Re: Clay/Raised beds
From: "Title, CDR Lynn A." <titlel@spawar.navy.mil>
I gave up on the local Maryland clay years ago and built up not down; all
my beds (mostly shade, and freeform heaps vice bordered/bounded) are made of
equal parts old horse manure, leafmulch, and broken bags of topsoil I get
for $5 a pallet-load from Home Despot, with some sand mixed in, plus broken
bags of pelleted animal feed I get cheap from a local feedstore, and frozen
dead goldfish from the area petstore (Squanto rules!) I heap this up about
2' deep in the fall, then plant into it next spring, mulching all beds with
another 3" of leafmulch. I get the mulch free from the County, and barns
about 20 minutes down the road are glad to get rid of the manure.

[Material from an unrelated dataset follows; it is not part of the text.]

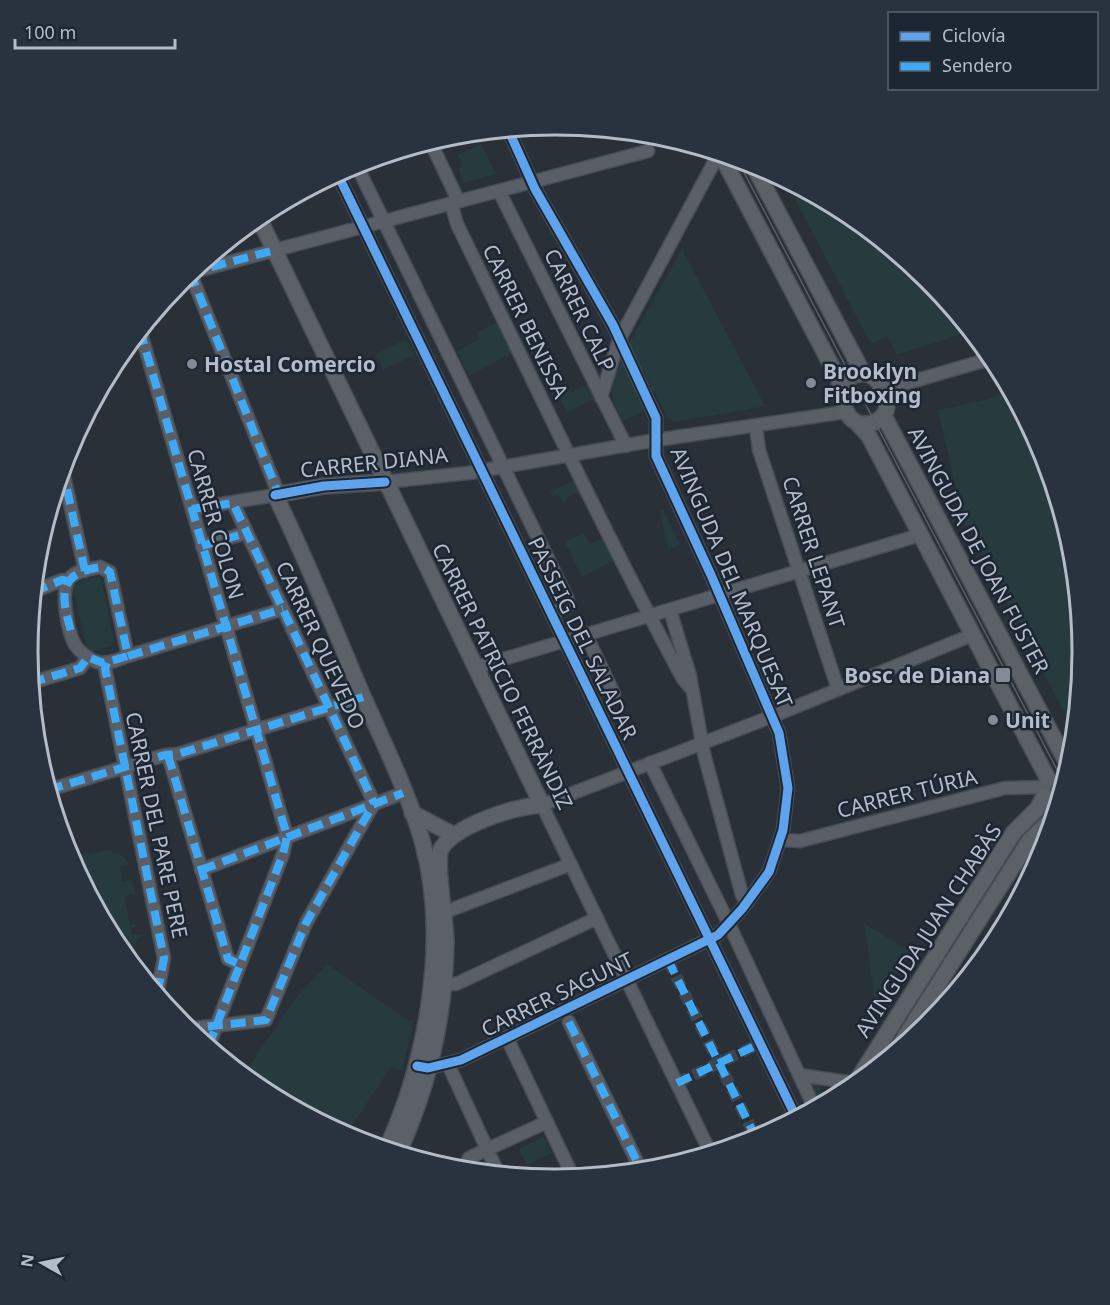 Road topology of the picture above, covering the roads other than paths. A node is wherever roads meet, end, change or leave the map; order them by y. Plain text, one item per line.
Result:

Three years ago I put in several "real" raised beds (only a foot deep,
4'x8', 3 rows of landscape timber) aimed at irises, with essentially the
same mix but more sand. The fish, pellets and manure I spread on the clay
base, then filled up with the less-rich mix. There's a thin layer of sand on
top of that, per Iris List advice. Everything since has shot up great guns,
and both bloom and rebloom have produced well (for a site that gets less
than half a day sun) but the rhizomes are getting packed pretty tight, so
next weekend I plan to dig 'em all up, pull off the top layer, relay the
rich base, and reseat big pieces. The spares will go to the area AIS sale
the next weekend.
I've been real happy with soil made this way, but if I do this major dig,
should I forget about rebloom this fall? Or is there something I should do
to encourage rebloom?
Lynn - it's 94 degrees, 80% humidity, but no rain for days!